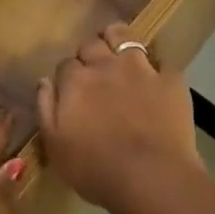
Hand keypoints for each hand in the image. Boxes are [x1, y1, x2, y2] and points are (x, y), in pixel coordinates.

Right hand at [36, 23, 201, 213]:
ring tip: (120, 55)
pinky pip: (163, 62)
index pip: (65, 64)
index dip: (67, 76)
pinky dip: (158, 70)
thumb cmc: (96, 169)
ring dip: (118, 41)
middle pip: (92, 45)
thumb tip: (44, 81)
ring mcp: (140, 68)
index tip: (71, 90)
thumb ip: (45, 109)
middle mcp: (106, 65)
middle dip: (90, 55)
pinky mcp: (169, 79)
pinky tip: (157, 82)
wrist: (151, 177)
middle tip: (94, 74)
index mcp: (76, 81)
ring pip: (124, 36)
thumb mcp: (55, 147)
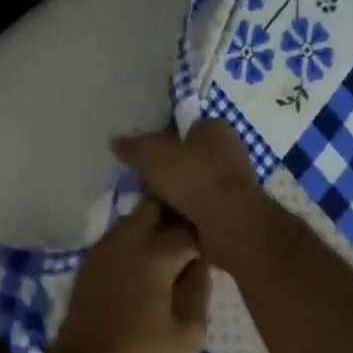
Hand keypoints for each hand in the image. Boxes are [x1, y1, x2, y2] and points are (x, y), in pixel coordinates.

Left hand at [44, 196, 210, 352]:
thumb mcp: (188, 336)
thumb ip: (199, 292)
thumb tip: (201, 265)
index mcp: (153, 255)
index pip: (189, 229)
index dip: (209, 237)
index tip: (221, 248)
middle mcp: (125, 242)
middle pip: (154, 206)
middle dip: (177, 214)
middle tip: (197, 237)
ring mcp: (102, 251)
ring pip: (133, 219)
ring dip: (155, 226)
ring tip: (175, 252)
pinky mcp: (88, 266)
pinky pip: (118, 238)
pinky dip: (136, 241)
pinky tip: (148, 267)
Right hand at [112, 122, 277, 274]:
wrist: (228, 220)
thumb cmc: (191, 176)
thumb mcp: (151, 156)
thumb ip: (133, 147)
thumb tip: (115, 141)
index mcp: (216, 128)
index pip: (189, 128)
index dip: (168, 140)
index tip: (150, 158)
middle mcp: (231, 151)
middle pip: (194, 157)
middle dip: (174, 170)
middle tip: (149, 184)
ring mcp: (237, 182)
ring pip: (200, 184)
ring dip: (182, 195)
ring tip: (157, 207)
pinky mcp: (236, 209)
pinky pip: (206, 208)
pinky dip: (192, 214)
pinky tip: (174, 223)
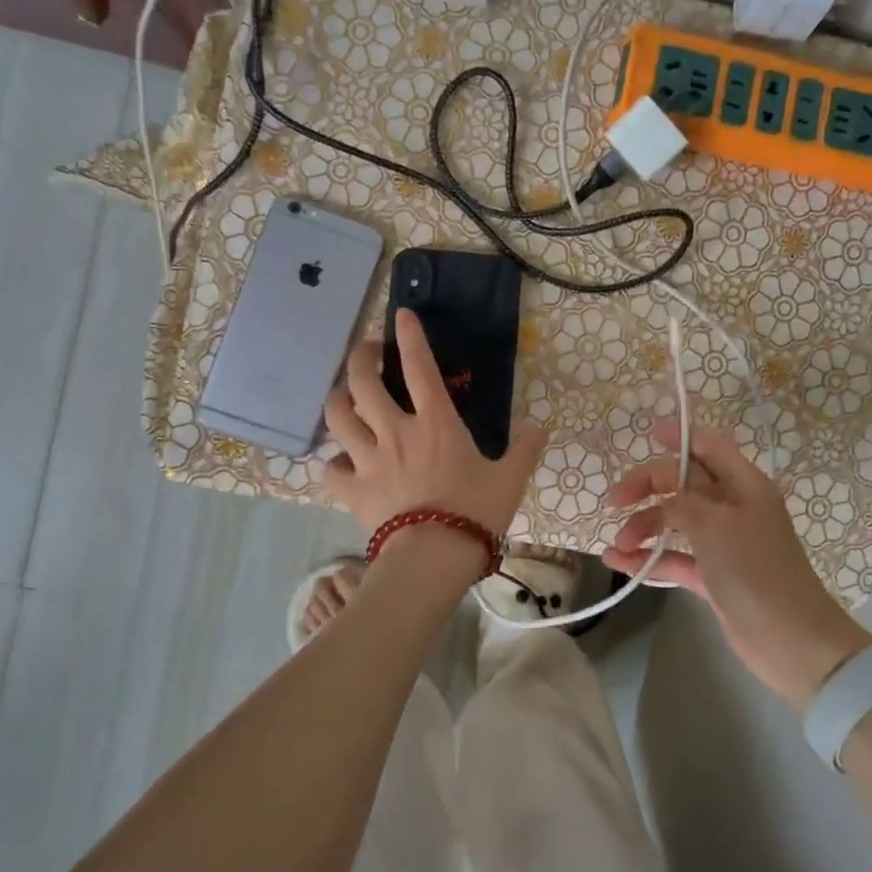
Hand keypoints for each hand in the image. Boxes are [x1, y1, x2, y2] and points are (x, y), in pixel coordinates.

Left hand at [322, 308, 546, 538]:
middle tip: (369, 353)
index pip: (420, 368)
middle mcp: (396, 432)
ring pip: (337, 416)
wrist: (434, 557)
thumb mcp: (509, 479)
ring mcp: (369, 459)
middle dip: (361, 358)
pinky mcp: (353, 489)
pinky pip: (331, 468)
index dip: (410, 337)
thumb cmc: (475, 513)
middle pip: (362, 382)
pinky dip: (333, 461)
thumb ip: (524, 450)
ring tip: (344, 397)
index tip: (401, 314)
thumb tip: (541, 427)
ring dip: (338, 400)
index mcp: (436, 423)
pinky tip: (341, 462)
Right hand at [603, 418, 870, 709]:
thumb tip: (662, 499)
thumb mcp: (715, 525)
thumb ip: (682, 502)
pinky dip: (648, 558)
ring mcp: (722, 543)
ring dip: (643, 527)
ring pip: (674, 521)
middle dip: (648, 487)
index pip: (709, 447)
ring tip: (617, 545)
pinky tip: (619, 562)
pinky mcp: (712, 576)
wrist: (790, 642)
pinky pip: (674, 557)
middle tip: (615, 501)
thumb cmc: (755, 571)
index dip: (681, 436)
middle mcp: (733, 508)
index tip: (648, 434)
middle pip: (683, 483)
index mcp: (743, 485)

ACTIVITY
Run a filter over the data above and keep each line that contains the word "Right".

EXERCISE OUTPUT
Right hand at [36, 23, 201, 213]:
Right hand at [112, 122, 277, 274]:
Right hand at [603, 418, 870, 709]:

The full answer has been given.